• [DATA UNDER STUDY]:
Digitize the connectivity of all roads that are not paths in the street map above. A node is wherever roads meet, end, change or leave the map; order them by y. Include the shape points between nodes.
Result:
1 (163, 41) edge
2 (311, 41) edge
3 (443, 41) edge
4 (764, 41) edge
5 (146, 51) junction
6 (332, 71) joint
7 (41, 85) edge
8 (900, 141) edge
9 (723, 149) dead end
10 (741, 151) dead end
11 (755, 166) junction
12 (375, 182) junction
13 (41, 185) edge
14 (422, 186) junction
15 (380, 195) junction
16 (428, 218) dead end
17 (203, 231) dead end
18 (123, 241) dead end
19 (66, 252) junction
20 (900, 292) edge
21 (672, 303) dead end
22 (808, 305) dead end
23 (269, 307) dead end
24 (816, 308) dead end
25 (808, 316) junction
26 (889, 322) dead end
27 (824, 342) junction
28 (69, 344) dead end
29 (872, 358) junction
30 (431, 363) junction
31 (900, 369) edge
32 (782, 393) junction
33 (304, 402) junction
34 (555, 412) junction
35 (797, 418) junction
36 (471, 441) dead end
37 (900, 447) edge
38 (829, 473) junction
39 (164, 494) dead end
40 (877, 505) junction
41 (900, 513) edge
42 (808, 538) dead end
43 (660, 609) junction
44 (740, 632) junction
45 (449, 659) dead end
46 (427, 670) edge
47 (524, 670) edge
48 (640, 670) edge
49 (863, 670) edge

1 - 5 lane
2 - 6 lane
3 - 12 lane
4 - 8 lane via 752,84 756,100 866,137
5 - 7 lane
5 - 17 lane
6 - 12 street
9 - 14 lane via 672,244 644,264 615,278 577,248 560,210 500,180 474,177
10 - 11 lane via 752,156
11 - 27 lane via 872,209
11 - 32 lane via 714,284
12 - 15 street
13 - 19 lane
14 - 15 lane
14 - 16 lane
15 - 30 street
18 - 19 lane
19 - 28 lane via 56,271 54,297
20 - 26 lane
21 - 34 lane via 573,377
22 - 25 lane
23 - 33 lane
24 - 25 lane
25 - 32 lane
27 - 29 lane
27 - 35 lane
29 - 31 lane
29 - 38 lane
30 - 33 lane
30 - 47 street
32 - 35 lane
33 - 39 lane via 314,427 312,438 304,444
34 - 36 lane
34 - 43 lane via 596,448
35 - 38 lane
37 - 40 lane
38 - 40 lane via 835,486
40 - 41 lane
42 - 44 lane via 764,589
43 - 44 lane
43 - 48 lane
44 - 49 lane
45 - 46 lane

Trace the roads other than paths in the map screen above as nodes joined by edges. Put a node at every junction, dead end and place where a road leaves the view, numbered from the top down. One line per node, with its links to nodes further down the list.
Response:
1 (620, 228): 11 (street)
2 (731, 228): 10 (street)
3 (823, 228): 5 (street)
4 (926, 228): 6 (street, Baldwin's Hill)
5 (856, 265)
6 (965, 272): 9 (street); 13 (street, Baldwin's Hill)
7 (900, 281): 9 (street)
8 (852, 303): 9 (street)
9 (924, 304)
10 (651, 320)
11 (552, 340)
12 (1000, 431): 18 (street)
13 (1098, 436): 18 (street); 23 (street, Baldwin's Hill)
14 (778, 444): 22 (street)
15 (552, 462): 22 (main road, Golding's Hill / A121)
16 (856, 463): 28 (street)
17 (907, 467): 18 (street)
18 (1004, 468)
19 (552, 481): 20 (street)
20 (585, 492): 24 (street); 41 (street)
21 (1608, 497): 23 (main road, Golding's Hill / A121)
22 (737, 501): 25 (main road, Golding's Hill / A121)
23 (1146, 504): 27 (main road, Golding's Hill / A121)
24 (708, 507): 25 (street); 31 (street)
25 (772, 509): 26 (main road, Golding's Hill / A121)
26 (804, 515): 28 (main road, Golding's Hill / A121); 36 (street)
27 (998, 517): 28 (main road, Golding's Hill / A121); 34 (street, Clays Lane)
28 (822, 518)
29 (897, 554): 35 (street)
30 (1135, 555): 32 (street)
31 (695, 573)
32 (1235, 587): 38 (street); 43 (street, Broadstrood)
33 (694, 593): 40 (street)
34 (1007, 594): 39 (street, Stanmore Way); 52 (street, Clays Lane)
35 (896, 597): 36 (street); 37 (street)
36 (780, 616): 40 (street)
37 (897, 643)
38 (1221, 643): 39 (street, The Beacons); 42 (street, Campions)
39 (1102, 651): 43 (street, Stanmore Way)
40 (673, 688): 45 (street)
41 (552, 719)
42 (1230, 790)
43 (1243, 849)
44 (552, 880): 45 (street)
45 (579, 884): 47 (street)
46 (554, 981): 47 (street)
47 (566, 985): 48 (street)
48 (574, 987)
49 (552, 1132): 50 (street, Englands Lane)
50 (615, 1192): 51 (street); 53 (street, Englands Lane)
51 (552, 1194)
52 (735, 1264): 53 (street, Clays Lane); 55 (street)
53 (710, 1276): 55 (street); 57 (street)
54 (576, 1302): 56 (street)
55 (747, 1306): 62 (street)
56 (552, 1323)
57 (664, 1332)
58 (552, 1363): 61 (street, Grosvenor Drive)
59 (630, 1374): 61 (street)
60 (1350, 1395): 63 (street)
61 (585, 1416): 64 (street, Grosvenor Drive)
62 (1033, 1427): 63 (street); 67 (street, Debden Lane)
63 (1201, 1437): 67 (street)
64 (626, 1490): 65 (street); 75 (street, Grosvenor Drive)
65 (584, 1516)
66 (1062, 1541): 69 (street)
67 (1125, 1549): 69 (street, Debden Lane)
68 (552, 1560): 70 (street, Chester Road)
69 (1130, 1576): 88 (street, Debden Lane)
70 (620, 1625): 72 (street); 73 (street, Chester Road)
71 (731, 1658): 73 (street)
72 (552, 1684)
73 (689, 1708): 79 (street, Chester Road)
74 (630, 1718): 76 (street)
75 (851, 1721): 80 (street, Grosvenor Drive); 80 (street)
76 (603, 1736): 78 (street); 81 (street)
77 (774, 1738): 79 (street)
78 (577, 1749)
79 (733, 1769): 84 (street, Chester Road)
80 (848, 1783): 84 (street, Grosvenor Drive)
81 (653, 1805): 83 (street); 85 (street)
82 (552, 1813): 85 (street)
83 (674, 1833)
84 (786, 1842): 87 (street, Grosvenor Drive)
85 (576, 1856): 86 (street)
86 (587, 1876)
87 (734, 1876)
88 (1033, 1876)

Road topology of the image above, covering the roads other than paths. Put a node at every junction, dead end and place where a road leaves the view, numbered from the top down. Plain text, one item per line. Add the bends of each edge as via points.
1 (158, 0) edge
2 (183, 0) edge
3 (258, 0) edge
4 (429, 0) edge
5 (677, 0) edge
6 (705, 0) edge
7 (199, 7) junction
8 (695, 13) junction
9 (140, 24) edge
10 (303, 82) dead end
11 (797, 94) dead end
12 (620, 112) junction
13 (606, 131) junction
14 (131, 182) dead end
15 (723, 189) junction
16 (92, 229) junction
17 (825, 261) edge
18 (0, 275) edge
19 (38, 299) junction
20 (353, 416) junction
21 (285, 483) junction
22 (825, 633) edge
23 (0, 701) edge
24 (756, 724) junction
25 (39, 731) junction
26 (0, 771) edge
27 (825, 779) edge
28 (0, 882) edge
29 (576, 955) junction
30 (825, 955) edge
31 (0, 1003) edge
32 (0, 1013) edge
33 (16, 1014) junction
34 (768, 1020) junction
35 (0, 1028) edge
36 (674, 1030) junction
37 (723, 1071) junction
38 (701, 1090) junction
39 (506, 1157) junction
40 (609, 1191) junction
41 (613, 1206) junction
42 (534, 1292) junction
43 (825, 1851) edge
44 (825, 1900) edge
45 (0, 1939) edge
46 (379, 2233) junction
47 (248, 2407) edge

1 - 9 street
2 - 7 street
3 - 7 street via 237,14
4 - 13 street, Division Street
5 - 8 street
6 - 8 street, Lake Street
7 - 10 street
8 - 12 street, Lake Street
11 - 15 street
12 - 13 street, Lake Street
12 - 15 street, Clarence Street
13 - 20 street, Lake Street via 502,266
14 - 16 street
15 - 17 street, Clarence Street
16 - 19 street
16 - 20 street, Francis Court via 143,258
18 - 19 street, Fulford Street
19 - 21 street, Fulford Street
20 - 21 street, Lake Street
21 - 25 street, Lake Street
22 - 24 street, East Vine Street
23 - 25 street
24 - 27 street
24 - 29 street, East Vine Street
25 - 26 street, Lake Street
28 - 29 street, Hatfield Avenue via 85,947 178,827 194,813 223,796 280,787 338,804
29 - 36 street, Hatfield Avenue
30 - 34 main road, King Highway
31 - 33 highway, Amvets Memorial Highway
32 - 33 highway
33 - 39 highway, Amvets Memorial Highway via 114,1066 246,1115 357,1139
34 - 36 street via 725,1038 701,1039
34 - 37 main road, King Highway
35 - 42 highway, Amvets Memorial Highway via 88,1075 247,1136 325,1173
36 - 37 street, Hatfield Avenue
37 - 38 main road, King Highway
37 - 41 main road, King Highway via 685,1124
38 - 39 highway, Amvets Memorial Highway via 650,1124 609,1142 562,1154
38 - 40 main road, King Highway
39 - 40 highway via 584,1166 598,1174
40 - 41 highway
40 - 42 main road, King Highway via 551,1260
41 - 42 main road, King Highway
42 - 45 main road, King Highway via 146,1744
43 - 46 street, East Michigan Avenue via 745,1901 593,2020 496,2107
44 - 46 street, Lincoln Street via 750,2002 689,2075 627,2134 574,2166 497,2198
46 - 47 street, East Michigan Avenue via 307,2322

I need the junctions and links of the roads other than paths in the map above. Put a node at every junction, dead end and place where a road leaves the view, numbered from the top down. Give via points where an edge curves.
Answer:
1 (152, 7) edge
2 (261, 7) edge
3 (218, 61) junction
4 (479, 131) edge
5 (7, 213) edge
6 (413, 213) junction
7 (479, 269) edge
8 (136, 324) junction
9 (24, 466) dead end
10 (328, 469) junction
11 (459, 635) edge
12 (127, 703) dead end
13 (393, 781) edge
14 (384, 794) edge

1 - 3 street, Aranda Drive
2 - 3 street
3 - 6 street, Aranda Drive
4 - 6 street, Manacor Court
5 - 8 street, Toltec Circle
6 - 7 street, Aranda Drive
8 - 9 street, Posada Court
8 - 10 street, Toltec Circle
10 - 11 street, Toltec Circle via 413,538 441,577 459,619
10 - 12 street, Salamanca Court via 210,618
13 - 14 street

• [ABOUT THIS TASK]:
For the listing above, give the number of lines in which the string "Memorial" occurs, and nothing else.

• [ANSWER SPACE]:
4